Directions for this task
Wherever the string "compass" appears in the records, return the line that holds it.

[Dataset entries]
════════════════

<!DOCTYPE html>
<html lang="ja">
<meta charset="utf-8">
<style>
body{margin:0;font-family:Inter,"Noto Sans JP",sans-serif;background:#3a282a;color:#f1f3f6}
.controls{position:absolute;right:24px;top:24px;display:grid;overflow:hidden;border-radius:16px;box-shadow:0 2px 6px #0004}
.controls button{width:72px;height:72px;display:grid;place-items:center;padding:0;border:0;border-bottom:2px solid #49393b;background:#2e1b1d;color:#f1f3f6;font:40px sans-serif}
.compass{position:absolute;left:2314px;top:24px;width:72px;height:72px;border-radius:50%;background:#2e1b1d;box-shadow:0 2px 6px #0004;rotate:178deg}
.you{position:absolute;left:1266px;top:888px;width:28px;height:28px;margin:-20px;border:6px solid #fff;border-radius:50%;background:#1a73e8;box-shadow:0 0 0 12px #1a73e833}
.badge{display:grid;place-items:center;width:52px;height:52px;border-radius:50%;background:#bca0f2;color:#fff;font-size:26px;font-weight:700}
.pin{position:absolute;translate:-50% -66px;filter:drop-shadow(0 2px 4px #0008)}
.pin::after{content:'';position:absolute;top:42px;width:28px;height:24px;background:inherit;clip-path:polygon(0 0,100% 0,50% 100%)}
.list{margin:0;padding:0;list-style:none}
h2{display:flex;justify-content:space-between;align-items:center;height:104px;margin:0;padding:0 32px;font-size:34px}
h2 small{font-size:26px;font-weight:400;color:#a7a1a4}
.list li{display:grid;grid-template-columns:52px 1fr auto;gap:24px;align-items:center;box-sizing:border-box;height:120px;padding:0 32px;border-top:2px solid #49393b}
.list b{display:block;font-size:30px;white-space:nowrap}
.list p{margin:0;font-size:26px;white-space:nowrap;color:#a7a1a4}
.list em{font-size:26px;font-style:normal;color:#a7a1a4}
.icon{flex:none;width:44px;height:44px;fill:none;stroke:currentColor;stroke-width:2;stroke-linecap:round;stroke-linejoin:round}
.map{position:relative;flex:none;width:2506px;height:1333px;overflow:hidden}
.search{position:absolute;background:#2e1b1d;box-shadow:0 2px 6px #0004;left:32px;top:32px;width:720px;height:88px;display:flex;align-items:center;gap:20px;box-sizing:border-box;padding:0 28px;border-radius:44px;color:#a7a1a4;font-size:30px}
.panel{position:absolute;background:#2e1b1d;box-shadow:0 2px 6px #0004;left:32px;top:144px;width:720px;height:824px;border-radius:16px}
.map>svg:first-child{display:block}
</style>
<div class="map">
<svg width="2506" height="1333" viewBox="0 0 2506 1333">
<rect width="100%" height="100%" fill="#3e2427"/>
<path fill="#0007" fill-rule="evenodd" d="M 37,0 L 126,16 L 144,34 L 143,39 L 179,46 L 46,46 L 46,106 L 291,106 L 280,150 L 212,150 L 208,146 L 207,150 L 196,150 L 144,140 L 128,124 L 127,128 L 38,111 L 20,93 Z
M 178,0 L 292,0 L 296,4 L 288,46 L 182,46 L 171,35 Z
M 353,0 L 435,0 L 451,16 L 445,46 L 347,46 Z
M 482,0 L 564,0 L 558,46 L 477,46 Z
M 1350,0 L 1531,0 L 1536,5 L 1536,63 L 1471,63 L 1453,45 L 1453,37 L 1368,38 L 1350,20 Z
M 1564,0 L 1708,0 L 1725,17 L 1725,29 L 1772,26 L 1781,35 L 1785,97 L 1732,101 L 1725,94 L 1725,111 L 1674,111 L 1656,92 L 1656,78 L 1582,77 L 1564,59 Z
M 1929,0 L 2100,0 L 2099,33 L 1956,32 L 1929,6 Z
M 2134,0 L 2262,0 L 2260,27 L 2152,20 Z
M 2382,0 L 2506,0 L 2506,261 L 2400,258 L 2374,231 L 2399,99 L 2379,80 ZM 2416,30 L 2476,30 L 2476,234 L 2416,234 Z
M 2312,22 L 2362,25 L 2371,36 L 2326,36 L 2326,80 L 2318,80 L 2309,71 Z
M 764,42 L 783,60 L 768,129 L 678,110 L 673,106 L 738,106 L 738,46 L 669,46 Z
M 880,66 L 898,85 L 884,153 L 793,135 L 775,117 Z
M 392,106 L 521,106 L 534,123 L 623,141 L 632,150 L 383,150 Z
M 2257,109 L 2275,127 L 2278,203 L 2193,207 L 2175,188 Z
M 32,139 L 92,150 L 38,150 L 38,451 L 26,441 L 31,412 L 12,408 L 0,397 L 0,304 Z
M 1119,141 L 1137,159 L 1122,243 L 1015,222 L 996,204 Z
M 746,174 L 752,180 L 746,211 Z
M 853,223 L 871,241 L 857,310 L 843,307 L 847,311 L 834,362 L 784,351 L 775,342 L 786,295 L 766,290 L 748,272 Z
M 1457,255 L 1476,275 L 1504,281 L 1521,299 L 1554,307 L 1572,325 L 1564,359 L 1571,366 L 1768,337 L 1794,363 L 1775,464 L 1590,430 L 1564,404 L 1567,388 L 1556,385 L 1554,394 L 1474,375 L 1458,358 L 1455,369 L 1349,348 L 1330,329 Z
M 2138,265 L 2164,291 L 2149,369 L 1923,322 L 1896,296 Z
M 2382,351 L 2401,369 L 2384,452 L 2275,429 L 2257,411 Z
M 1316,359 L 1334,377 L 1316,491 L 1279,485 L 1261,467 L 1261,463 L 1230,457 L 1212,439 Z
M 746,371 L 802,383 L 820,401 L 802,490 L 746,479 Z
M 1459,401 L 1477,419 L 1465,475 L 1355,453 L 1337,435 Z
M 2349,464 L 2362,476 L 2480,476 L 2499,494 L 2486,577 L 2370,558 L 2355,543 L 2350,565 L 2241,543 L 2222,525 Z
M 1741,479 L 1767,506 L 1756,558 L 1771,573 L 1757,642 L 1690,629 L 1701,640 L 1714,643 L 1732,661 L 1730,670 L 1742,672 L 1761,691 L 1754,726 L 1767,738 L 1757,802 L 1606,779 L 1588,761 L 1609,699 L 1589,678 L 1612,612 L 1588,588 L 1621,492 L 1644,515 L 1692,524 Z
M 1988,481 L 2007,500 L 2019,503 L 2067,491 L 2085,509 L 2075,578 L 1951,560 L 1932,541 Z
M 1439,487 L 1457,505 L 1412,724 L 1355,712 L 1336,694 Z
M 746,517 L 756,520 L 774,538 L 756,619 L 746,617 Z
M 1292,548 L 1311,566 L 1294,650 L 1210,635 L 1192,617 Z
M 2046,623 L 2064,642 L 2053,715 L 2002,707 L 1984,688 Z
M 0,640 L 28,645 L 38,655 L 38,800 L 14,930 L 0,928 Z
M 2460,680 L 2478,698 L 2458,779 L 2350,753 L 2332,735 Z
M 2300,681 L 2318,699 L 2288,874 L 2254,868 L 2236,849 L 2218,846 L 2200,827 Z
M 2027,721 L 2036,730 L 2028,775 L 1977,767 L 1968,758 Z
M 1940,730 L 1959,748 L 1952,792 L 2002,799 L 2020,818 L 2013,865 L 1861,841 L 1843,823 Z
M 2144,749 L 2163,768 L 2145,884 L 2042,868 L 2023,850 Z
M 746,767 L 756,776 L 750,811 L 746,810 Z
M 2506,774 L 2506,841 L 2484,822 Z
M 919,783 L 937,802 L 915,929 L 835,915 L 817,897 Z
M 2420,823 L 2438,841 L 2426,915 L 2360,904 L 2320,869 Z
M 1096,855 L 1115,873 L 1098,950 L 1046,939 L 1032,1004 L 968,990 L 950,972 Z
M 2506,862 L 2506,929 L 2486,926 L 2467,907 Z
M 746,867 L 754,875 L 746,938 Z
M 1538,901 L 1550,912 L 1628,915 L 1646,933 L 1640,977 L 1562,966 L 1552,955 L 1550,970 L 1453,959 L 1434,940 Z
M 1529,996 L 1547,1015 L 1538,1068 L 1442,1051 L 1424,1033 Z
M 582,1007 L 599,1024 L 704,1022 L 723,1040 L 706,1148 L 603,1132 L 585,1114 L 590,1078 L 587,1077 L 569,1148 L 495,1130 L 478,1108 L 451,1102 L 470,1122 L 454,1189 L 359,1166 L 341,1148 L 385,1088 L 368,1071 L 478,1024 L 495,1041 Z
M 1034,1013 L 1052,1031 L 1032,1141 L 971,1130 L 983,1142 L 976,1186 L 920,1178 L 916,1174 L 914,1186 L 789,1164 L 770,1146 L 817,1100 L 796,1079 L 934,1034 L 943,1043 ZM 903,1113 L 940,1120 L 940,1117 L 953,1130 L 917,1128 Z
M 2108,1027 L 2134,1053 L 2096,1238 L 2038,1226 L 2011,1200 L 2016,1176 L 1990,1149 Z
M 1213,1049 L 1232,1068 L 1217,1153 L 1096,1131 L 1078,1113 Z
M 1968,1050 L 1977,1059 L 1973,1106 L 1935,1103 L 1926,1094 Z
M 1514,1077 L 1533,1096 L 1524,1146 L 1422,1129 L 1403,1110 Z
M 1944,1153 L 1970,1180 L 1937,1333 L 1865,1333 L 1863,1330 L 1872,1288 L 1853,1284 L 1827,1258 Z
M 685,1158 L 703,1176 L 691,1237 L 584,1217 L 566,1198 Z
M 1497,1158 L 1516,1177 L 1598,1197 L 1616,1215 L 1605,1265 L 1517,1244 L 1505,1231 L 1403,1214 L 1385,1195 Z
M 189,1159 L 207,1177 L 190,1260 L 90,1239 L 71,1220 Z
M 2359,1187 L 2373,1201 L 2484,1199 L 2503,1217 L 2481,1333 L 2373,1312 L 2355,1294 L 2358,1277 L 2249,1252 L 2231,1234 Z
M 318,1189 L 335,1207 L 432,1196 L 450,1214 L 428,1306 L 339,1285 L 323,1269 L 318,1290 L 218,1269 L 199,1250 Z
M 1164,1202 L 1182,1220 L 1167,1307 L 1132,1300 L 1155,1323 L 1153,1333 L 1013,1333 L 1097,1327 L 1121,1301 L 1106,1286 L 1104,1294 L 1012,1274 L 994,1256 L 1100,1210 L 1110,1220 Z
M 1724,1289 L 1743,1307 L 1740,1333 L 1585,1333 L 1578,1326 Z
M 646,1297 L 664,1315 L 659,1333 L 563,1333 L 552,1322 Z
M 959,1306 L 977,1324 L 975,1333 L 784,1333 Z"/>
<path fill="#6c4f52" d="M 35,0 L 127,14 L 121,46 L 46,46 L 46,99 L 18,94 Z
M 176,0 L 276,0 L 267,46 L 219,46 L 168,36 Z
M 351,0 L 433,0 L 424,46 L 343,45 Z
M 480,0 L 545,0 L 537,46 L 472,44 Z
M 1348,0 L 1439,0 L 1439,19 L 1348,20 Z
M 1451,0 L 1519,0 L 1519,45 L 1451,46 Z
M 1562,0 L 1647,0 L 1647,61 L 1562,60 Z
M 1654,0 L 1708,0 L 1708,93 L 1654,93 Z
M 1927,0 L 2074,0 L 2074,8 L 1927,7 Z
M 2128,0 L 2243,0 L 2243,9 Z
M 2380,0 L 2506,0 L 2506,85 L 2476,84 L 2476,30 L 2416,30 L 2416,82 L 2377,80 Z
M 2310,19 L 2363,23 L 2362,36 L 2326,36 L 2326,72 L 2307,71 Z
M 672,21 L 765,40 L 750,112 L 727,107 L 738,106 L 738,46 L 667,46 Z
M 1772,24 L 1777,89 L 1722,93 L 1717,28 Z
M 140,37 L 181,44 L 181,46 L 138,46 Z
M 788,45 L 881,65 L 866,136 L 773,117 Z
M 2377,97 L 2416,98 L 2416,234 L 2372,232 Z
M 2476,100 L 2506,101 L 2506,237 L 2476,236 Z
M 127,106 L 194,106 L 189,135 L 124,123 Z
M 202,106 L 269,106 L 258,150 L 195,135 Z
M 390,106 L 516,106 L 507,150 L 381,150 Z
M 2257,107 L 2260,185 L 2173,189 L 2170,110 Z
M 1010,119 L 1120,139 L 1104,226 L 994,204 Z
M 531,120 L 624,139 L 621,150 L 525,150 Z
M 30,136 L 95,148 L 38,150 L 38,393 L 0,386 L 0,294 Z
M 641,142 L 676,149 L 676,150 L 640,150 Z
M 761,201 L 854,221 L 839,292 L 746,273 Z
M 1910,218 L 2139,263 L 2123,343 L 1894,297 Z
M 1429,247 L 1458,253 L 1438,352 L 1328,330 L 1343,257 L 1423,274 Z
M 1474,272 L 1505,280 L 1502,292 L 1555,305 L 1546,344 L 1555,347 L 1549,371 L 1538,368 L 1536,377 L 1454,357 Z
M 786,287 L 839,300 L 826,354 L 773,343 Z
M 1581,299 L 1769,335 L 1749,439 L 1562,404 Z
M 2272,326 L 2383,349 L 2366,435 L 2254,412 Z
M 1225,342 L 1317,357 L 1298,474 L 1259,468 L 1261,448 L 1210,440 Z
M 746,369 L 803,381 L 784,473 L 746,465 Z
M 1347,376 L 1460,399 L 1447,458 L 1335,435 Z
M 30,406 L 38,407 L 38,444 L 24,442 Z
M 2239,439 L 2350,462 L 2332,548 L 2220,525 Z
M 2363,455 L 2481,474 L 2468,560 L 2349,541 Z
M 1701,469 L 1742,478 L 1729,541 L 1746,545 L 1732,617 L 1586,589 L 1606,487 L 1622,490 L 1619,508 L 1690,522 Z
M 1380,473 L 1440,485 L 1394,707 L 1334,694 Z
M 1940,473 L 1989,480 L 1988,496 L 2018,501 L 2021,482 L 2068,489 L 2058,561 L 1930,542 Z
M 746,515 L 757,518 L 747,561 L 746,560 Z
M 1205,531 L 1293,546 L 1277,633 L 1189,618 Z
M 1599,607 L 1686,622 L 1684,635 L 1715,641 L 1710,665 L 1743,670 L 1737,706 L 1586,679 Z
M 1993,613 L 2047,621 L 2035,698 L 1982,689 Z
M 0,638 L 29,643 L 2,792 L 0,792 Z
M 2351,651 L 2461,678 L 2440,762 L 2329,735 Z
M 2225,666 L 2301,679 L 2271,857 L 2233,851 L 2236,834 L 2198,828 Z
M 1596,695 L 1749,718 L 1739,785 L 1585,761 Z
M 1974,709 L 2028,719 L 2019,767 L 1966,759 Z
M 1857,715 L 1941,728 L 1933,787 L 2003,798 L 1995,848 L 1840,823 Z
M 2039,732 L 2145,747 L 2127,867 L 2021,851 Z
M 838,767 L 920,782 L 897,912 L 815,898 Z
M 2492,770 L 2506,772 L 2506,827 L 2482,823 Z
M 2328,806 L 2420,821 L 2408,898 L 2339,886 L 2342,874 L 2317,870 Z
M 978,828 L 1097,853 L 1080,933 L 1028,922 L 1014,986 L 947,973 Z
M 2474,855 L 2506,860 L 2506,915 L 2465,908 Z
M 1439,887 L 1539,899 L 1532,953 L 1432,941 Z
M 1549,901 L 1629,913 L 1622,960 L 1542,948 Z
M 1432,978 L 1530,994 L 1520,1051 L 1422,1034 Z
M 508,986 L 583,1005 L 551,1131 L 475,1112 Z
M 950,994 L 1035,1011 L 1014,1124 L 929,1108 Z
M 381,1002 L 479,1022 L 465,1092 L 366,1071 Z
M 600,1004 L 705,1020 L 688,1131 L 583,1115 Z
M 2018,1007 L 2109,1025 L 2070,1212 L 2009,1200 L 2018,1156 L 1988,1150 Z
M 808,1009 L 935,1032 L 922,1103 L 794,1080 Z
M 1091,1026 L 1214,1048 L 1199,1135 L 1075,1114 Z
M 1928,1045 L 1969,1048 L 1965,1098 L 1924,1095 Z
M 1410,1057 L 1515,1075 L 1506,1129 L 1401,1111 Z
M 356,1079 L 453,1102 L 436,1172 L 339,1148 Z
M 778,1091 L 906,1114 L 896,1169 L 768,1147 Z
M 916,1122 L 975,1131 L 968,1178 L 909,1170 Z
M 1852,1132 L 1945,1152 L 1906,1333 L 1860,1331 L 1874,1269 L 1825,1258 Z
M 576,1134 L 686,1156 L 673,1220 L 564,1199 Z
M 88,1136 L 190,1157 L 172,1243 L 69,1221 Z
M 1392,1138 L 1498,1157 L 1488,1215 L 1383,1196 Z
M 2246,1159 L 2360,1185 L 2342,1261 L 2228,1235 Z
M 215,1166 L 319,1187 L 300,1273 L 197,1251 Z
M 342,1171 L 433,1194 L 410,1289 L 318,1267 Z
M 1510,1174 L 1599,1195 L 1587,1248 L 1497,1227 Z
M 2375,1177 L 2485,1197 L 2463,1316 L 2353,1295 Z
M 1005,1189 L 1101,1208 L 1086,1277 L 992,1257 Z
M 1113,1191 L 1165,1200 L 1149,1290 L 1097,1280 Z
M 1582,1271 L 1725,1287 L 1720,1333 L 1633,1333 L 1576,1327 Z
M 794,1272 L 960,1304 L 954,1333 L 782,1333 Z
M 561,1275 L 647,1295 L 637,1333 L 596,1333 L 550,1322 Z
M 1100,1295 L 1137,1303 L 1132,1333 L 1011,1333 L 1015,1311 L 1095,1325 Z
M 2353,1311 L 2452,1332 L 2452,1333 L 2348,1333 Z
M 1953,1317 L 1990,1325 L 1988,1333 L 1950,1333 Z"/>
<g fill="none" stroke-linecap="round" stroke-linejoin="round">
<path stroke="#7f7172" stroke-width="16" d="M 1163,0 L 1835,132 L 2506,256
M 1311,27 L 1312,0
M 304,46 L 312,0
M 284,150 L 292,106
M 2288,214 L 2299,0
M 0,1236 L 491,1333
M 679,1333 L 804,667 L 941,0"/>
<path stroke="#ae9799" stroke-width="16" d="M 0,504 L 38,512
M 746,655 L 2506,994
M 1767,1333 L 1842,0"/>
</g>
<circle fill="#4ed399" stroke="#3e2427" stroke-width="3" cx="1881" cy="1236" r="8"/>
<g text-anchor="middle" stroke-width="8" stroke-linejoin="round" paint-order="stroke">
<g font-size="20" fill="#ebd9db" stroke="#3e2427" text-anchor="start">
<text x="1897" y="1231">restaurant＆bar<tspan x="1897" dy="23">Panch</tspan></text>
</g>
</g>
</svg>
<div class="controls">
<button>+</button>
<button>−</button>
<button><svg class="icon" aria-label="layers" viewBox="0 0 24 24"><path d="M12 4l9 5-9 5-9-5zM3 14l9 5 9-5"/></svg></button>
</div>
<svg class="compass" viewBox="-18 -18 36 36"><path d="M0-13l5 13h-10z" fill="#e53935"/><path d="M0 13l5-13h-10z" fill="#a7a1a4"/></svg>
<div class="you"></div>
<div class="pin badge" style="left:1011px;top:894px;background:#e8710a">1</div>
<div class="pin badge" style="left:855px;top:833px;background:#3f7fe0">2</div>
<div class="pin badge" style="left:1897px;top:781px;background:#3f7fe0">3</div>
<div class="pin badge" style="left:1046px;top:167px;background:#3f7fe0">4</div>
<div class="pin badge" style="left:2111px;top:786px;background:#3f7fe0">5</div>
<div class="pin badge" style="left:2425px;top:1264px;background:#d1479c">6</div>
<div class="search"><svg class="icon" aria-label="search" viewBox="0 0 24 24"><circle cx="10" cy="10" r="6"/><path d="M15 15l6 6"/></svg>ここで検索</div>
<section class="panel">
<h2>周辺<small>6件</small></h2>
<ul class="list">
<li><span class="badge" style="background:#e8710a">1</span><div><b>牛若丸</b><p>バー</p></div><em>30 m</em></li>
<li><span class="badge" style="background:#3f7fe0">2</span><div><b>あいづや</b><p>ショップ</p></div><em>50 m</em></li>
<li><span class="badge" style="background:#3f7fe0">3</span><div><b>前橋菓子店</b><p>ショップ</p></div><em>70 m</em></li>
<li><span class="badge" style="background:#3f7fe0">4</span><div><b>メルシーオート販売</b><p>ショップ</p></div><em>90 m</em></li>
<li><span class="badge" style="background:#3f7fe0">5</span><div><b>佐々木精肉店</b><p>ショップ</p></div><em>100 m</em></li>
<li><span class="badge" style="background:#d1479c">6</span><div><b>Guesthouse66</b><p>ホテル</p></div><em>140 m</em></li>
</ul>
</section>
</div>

════════════════

Completed task
.compass{position:absolute;left:2314px;top:24px;width:72px;height:72px;border-radius:50%;background:#2e1b1d;box-shadow:0 2px 6px #0004;rotate:178deg}
<svg class="compass" viewBox="-18 -18 36 36"><path d="M0-13l5 13h-10z" fill="#e53935"/><path d="M0 13l5-13h-10z" fill="#a7a1a4"/></svg>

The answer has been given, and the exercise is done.